Солнце выкатилось из-за гор. Оно скрывалось в перистых облаках, похожих на сетку, и сверху кидало на землю свои трепетные лучи. Лучи походили на длинные ресницы, и казалось — солнце, чего-то смущаясь, прикрыло глаза.
«Как у Стешки… ресницы», — подумал Кирилл и, не отрываясь, смотрел на солнце, на горы, на поля.
Спустя некоторое время он стоял на пороге своей квартиры, а навстречу ему бежала Аннушка. Размахивая газетой, она кричала:
— Мама! Мама! Говорила! Со Сталиным!
— Откуда ты достала… эту? — Кирилл показал на газету и хотел было подхватить Аннушку и покружиться с вей по комнате.
— Богданов принес. Он приехал.
— Да ну? Где ж он?
И Кирилл стремглав кинулся в кабинет.
Богданов, расхаживая из угла в угол, пел абхазские песни. Песни без слов, заунывные, протяжные. Он пел их, закинув голову, широко открыв рот, крепко жмурясь, и голос его клокотал, срывался на высоких нотах, неожиданно переходил на грубый бас, на хрипоту. Но Богданов пел — и это свидетельствовало о том, что он здоров, бодр и весел.
— А-а-а, — оборвав пение, проговорил он и пошел навстречу Кириллу. — Давай поцелуемся. Мы ж с тобой никогда не целовались. — И они, крепко обнявшись, поцеловались три раза.
Богданов похудел, стал легче на ногу, в глазах пропала усталость, которая всегда пугала Кирилла.
— Да ты выглядишь прямо-таки как комсомолец. — И Кирилл снова обнял Богданова.
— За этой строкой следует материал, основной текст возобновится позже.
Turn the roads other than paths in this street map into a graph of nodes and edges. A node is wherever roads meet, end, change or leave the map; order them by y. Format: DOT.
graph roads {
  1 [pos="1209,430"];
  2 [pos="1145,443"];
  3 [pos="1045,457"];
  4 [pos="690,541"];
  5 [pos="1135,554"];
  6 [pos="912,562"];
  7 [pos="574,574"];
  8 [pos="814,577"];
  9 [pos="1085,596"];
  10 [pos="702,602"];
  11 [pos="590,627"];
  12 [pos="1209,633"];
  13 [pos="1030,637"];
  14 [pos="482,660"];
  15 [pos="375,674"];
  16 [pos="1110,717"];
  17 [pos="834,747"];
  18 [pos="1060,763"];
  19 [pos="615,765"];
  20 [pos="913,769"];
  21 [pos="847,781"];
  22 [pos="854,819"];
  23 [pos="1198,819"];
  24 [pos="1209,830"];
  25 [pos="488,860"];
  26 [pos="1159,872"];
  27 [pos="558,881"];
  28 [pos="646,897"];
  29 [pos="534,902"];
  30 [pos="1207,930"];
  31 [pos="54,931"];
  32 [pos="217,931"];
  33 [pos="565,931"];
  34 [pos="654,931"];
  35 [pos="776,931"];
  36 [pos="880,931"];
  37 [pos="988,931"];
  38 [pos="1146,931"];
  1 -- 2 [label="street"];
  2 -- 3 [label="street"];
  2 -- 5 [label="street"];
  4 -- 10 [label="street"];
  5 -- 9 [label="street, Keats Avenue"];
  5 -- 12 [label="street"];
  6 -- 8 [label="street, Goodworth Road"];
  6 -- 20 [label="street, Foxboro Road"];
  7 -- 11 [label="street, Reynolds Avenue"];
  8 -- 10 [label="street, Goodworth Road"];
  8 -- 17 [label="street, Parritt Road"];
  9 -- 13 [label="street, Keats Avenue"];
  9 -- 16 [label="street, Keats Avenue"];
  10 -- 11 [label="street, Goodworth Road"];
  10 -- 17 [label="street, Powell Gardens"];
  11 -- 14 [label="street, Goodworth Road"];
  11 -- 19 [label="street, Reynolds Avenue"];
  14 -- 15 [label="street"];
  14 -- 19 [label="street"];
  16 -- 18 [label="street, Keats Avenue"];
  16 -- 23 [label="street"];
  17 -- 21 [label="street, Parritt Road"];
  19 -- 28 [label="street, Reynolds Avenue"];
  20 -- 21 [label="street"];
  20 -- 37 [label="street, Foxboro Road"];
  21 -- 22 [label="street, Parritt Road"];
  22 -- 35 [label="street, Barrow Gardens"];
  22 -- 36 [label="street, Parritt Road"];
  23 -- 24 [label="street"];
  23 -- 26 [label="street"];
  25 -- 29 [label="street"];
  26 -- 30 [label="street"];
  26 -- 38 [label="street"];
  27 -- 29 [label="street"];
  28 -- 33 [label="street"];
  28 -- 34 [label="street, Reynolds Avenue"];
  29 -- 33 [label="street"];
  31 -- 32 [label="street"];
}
— Га! — выкрикнул Богданов. — Восемьсот километров — не вру — прошел пешком. Я хоть и охотник, но никогда не вру. Как тогда выехал с завода, на сороковом километре машину отпустил и пошел и пошел… Я, брат, на Урале был. Все горы излазил. Вот где красота! И кой черт наши люди всё на юг таскаются? На Урал надо ездить. Эво, какой я стал. — Богданов ощупал себя и посмотрел на Кирилла. — А ты?… О-о-о, ты малость осунулся. Что? А-а-а! — догадался он. — Эдак вот. Ну и речь же она закатила. Вот одно местечко, ого, какое! — он выхватил из кармана «Правду» и, став в позу, прочитал громко, с расстановкой, стараясь подражать Стеше: «Товарищи! Наша женская бригада…» Заметь, Кирилл, она нигде не говорит: «моя бригада», а говорит: «наша»… Так вот слушай: «Наша женская бригада первая в Союзе пустила тракторы на третью скорость. Давайте и жить на третьей скорости». Ага, видал, Кирилл Сенафонтыч? Молодец, молодец. Утерла она тебе нос. Что? Кусай теперь локоть.
— Да я вовсе не кусаю. Зачем кусать?